(Dataset entries)
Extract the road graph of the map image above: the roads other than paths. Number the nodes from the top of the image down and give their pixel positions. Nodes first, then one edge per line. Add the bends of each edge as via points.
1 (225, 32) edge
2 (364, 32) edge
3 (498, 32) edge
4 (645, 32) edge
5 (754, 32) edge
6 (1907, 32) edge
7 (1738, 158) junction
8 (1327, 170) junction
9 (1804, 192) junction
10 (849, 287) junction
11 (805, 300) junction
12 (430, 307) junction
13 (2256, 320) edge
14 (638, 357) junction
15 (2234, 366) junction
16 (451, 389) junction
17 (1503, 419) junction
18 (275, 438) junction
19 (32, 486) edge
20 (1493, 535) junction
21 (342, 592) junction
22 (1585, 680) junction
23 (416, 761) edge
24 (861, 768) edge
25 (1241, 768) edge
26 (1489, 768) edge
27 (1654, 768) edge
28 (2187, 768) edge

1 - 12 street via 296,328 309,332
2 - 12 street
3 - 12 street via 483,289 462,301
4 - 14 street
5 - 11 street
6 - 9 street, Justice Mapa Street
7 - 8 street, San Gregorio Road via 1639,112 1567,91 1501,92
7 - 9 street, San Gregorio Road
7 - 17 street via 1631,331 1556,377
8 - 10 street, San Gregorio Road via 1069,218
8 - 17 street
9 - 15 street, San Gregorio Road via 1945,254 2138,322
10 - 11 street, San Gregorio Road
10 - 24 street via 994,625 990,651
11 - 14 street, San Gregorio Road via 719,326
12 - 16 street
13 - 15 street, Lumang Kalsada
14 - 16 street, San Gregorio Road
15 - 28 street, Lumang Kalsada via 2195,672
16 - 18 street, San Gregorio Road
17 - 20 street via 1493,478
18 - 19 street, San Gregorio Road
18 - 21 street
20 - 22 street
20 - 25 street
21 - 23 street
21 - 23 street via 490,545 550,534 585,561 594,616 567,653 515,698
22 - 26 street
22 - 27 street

Exercise goal: Tally the lines above containing "Gregorio"; give only the number.

Answer for this exercise: 9